13 feb. 2025

Defender y ser

Aquí sabemos lo que no debiéramos hacer, pero no resulta claro lo que tendríamos que proteger, lo que valdría valorarlo.

Por Benjamín Fernández Bogado
flibre@highway.com.py
Algunos hablan de que los bolivianos inventarán un conflicto con nuestro país para cohesionar su posible escisión como república. Otros dicen, con razón, que los brasileños cultivan soja hasta en los resguardos carreteros y expulsan a punta de dinero y tecnología a miles de compatriotas al mundo urbano.
Se habla de que el siniestro Comando Capital del crimen brasileño se ha hecho de un territorio libre en la frontera noreste del país y la percepción ciudadana es que la mafia es una de las instituciones más eficientes de este país y que su nivel de gestión ha sobrepasado a la Justicia, la Policía y los militares juntos.
Todos sabemos esto o al menos lo intuimos.

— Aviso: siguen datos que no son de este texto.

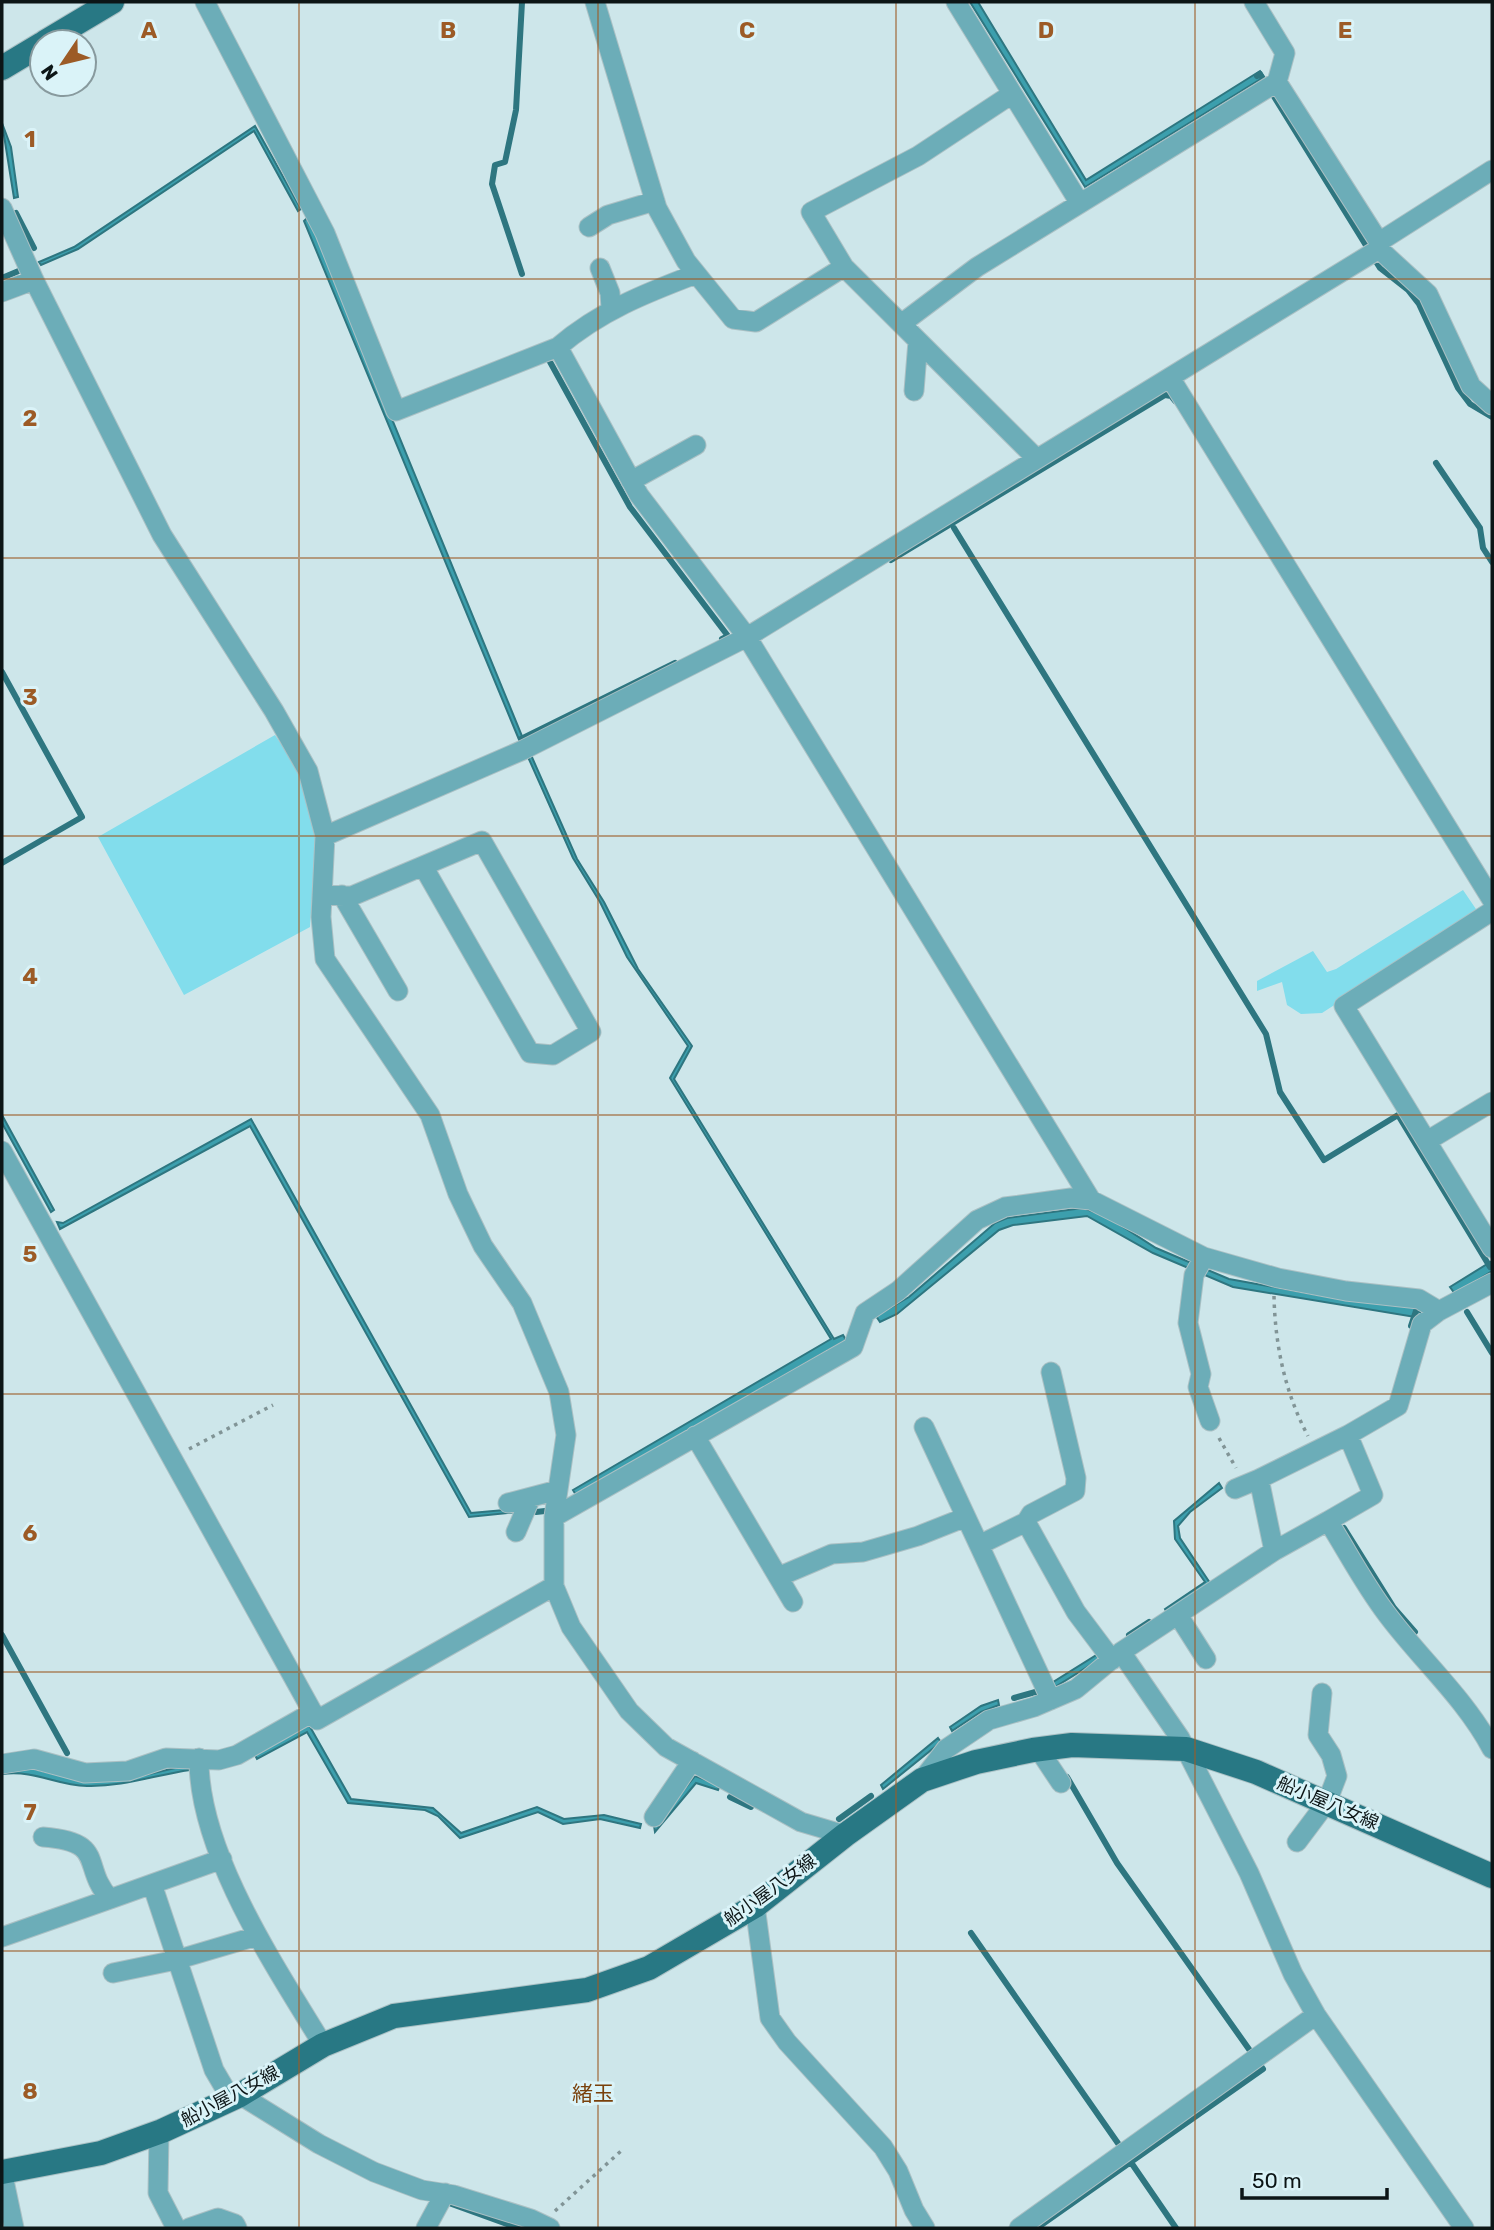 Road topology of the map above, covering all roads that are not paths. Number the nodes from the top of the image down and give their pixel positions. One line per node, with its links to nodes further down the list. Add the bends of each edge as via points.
1 (112, 2): 6 (main road)
2 (205, 2): 25 (street, via 325,233 396,411)
3 (595, 2): 12 (street)
4 (956, 2): 10 (street)
5 (1254, 2): 9 (street, via 1285,53)
6 (68, 28)
7 (28, 52): 8 (main road)
8 (2, 68)
9 (1278, 82): 13 (street); 16 (street)
10 (1012, 94): 13 (street); 17 (street, via 918,156 811,212)
11 (1492, 170): 16 (street)
12 (655, 201): 15 (street, via 608,215); 19 (street)
13 (1079, 202): 23 (street, via 976,267)
14 (2, 208): 20 (street)
15 (589, 227)
16 (1379, 246): 26 (street); 28 (street, via 1428,294 1471,386)
17 (844, 267): 19 (street, via 756,322 733,319); 23 (street)
18 (600, 268): 22 (street)
19 (696, 274): 22 (street)
20 (34, 280): 21 (street); 33 (street, via 162,535 308,771)
21 (2, 292)
22 (611, 308): 25 (street)
23 (901, 324): 24 (street)
24 (918, 341): 27 (street); 30 (street)
25 (558, 347): 31 (street)
26 (1171, 379): 30 (street); 37 (street)
27 (914, 391)
28 (1492, 405)
29 (696, 445): 31 (street)
30 (1036, 458): 32 (street)
31 (631, 481): 32 (street)
32 (747, 637): 33 (street, via 523,750); 43 (street)
33 (325, 836): 35 (street)
34 (422, 866): 34 (street, via 481,841 591,1032 553,1055 530,1053); 36 (street, via 352,896)
35 (322, 895): 36 (street); 53 (street, via 325,959 430,1115 458,1194 483,1245 522,1303 559,1392 566,1435)
36 (342, 895): 39 (street)
37 (1492, 900)
38 (1492, 911): 41 (street, via 1345,1006)
39 (398, 990)
40 (1492, 1102): 41 (street)
41 (1427, 1141): 44 (street)
42 (2, 1152): 71 (street)
43 (1091, 1200): 45 (street); 52 (street, via 1071,1198 1006,1207 978,1220 898,1291 865,1313 853,1347)
44 (1492, 1248)
45 (1203, 1257): 47 (street, via 1274,1277 1419,1299); 49 (street, via 1194,1275 1188,1323 1201,1374 1198,1387)
46 (1492, 1283): 47 (street)
47 (1438, 1311): 51 (street, via 1422,1324 1398,1406)
48 (1051, 1372): 59 (street, via 1076,1478 1075,1491 1031,1514)
49 (1210, 1420)
50 (925, 1427): 57 (street)
51 (1348, 1435): 58 (street, via 1373,1495); 62 (street, via 1247,1484)
52 (695, 1436): 56 (street); 63 (street)
53 (558, 1490): 54 (street); 56 (street)
54 (531, 1497): 55 (street); 60 (street)
55 (508, 1503)
56 (554, 1517): 64 (street)
57 (966, 1517): 61 (street); 63 (street, via 863,1552 832,1554)
58 (1328, 1521): 62 (street); 74 (street, via 1384,1611 1476,1717)
59 (1026, 1522): 61 (street); 67 (street, via 1076,1612)
60 (516, 1532)
61 (979, 1545): 70 (street)
62 (1274, 1551): 66 (street)
63 (778, 1577): 65 (street)
64 (554, 1586): 71 (street, via 317,1720); 76 (street, via 571,1627 629,1711 666,1747)
65 (793, 1602)
66 (1178, 1615): 67 (street); 68 (street)
67 (1116, 1656): 70 (street, via 1076,1689); 73 (street)
68 (1206, 1659)
69 (1322, 1693): 80 (street, via 1318,1735 1337,1776)
70 (1051, 1700): 78 (street, via 989,1720 946,1749)
71 (313, 1712): 75 (street, via 237,1755 219,1760)
72 (1038, 1749): 73 (main road, 船小屋八女線, via 1072,1745); 78 (main road, 船小屋八女線); 79 (street)
73 (1186, 1749): 80 (main road, 船小屋八女線); 94 (street)
74 (1492, 1749)
75 (199, 1758): 77 (street, via 166,1758 128,1771 85,1773 34,1759); 85 (street, via 199,1788)
76 (687, 1758): 81 (street); 82 (street, via 801,1822)
77 (2, 1764)
78 (922, 1780): 82 (main road, 船小屋八女線)
79 (1061, 1783)
80 (1327, 1802): 84 (street); 86 (main road, 船小屋八女線)
81 (648, 1813)
82 (845, 1835): 89 (main road, 船小屋八女線)
83 (43, 1837): 88 (street, via 64,1839 83,1848)
84 (1297, 1842)
85 (222, 1859): 87 (street); 90 (street)
86 (1492, 1876)
87 (152, 1884): 88 (street); 92 (street)
88 (110, 1899): 91 (street)
89 (755, 1906): 95 (main road, 船小屋八女線, via 649,1968 587,1990 394,2016); 106 (street, via 770,2018 883,2147)
90 (257, 1936): 92 (street); 95 (street)
91 (2, 1937)
92 (176, 1959): 93 (street); 96 (street, via 214,2070)
93 (113, 1973)
94 (1316, 2015): 107 (street); 108 (street)
95 (323, 2045): 96 (main road, 船小屋八女線)
96 (235, 2097): 97 (main road, 船小屋八女線); 99 (street, via 374,2172 422,2190)
97 (159, 2132): 98 (main road, 船小屋八女線, via 101,2153); 102 (street, via 158,2193)
98 (2, 2171): 101 (street)
99 (445, 2193): 100 (street); 105 (street)
100 (545, 2226)
101 (14, 2228)
102 (176, 2228)
103 (189, 2228): 104 (street, via 218,2218)
104 (237, 2228)
105 (426, 2228)
106 (925, 2228)
107 (1019, 2228)
108 (1464, 2228)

Ahora bien, ¿qué hacemos para defendernos de sus efectos negativos? Las fronteras están abandonadas, el ejercicio de la norma es casi desconocido, el crimen ha paralizado la reacción de muchos y el desconcierto del Estado es medible por la angustiosa convocatoria del Ministro del Interior a armarse y defenderse como se pueda. Antes había un sinvergüenza en el cargo que decía que “teníamos que rezar”.
No hemos definido como país qué es aquello que queremos de verdad defender. ¿Es la vida el valor fundamental? ¿O acaso son los escasos bienes que produce una minoría los que deberían ser sujetos de protección a toda costa?
Faustino Sarmiento había reunido a los ricos argentinos en la segunda mitad del siglo XIX para decirles que inviertan en educación, pero “que no lo hicieran por solidaridad, sino por codicia, ya que, de lo contrario, la brecha entre ricos y pobres sería llenada con la sangre de ustedes”.
Entendieron la amenaza y el mensaje. Cambiaron y el Estado comenzó a construir sus bases institucionales sobre una estructura que tuvo en el conocimiento su gran pívot de desarrollo.
Aquí no sabemos con claridad qué es lo que querríamos defender y, por lo tanto, estamos expuestos a todos los ataques posibles.
Nuestra situación se asemeja a una tragedia griega que tiene tres partes muy claras. En la primera, todos los personajes saben que van a morir. En la segunda, ninguno quiere morir. Y, en la tercera, todos hacen algo... para morir.
Aquí sabemos lo que no debiéramos hacer, pero no resulta claro lo que tendríamos que proteger, lo que valdría valorarlo. Por eso, en la cotidiana acción, se reniega del compromiso de llevarlos a la practica.
La conclusión, por lo tanto, no puede ser otra que la tercera parte de la tragedia griega. No es suficiente decir aquello que está mal, sino preguntar e interpelarnos incluso para saber qué es aquello que debiera ser la razón de la sociedad para preservarse como tal. Si no respondemos a esta pregunta simple, no tendremos la autoridad ética ni la fuerza moral para condenar sus efectos.
Nuestro país debe defender aquello que proclama en su Constitución: la vida, la familia, la persona, su libertad, sus deberes y derechos, sus instituciones. Pero por sobre todo debe ilustrar a una población cansada de los efectos de tanta ignorancia, en cuyo nombre se perpetra la mayoría de los actos contrarios a lo que debiera ser una república.
Vivimos para proyectar lo que queremos ser, pero vivimos fundamentalmente para defender aquello que valoramos ser.